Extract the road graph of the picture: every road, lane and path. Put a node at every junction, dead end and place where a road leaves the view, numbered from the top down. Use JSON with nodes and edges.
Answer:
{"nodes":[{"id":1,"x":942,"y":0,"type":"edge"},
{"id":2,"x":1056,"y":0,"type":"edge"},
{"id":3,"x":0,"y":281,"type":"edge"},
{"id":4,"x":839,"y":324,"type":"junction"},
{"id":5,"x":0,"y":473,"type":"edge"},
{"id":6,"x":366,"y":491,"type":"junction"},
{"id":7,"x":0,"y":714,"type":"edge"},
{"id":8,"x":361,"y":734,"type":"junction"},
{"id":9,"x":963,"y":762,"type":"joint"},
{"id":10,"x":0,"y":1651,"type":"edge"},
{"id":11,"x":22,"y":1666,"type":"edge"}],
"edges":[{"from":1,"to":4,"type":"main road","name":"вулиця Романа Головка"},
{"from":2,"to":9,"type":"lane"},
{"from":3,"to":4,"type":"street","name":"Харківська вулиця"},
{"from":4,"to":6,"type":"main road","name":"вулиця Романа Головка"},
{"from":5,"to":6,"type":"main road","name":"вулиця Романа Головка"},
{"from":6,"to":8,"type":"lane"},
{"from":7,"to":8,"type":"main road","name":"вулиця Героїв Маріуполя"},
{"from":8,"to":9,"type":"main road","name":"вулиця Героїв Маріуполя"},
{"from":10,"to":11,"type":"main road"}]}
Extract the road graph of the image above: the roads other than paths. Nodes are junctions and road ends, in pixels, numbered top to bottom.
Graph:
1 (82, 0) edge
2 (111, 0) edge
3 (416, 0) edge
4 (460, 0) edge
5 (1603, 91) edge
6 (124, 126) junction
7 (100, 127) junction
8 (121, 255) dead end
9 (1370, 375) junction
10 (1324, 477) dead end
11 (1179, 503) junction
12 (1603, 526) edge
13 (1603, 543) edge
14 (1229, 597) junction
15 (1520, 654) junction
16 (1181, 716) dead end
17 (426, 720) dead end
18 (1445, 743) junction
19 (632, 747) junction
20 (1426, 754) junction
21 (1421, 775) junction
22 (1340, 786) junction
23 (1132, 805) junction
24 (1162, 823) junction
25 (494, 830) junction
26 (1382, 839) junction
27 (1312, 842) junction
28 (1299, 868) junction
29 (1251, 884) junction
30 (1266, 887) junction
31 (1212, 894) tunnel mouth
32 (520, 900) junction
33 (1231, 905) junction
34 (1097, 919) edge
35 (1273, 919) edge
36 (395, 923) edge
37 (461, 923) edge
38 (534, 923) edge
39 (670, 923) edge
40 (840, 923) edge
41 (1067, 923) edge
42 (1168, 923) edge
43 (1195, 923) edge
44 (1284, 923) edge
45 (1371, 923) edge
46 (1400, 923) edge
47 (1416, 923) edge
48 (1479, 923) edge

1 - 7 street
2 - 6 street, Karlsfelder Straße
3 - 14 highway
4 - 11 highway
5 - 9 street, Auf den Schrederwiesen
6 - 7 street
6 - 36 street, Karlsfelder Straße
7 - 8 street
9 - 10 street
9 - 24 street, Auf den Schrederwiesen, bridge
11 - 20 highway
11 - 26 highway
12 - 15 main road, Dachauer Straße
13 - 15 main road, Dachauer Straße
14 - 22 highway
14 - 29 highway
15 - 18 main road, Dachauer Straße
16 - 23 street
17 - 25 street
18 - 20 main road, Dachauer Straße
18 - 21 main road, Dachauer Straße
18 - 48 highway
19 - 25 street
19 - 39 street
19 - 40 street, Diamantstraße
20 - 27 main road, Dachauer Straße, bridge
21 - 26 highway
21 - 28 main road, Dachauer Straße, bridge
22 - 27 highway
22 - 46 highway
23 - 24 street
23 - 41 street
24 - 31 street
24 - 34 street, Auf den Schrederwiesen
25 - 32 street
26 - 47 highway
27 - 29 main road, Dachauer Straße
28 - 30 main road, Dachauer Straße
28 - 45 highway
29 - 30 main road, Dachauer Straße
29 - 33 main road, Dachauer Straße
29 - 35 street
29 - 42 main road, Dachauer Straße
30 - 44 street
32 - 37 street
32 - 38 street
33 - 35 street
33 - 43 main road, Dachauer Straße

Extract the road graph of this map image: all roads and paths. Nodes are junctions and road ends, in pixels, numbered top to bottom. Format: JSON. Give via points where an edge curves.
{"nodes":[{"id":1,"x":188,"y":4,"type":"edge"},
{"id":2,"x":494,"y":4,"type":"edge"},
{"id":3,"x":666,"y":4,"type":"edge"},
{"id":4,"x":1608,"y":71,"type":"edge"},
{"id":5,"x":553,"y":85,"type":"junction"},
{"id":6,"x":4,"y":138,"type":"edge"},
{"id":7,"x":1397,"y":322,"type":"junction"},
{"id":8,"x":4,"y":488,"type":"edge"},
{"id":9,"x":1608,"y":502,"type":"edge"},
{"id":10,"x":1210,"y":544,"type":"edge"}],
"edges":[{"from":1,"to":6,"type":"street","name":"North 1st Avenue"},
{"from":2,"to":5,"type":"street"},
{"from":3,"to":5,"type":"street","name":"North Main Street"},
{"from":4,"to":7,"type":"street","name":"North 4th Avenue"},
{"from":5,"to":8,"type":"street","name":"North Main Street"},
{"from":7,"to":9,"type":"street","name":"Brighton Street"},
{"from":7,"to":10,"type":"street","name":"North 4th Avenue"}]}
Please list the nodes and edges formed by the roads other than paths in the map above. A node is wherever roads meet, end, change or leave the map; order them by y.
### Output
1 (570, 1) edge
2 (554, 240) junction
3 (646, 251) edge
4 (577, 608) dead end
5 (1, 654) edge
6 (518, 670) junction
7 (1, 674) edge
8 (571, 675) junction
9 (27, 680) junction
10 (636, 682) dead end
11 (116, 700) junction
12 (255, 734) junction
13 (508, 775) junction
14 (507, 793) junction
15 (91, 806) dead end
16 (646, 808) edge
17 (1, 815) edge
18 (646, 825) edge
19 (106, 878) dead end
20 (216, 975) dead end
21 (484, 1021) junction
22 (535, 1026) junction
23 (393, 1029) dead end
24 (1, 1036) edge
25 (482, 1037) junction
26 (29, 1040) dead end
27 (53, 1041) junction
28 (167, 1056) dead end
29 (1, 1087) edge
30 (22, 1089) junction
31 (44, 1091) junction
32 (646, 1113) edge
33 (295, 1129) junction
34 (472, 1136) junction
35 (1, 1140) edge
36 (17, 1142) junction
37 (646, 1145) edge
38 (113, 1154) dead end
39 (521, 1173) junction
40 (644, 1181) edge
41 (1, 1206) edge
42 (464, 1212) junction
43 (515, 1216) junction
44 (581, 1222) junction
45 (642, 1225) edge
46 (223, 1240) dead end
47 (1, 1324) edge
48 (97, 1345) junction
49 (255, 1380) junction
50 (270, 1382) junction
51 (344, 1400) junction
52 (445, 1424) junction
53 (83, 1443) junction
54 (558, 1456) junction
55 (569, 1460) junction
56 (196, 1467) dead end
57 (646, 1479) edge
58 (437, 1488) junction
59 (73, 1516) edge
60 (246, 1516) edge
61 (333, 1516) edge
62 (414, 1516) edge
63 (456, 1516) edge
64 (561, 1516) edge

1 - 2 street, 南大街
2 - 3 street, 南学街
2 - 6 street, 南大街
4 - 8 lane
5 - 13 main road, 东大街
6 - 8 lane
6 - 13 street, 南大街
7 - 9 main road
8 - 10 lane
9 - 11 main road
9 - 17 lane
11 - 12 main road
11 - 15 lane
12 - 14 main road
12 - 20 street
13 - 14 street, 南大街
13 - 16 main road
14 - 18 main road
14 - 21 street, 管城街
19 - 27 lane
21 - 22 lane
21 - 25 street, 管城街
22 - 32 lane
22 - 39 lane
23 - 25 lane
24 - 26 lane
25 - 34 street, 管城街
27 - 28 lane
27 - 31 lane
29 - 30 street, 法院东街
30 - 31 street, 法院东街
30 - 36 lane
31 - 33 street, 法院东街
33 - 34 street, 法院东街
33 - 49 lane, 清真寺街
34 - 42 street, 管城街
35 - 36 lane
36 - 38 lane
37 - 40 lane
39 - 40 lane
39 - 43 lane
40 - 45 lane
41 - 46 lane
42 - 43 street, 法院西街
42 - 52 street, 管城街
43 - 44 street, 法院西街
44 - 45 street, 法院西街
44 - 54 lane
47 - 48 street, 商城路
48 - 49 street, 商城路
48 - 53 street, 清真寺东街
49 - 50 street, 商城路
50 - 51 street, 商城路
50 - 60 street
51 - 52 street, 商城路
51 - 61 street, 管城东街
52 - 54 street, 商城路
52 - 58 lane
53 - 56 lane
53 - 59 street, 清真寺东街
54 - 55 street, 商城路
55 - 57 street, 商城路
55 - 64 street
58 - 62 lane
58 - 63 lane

◆ **WHAT THE EXERCISE ASKS**
Output each line of the listing in which the string "Героїв" is found.

◆ **RESULT FOR THIS TASK**
{"from":7,"to":8,"type":"main road","name":"вулиця Героїв Маріуполя"},
{"from":8,"to":9,"type":"main road","name":"вулиця Героїв Маріуполя"},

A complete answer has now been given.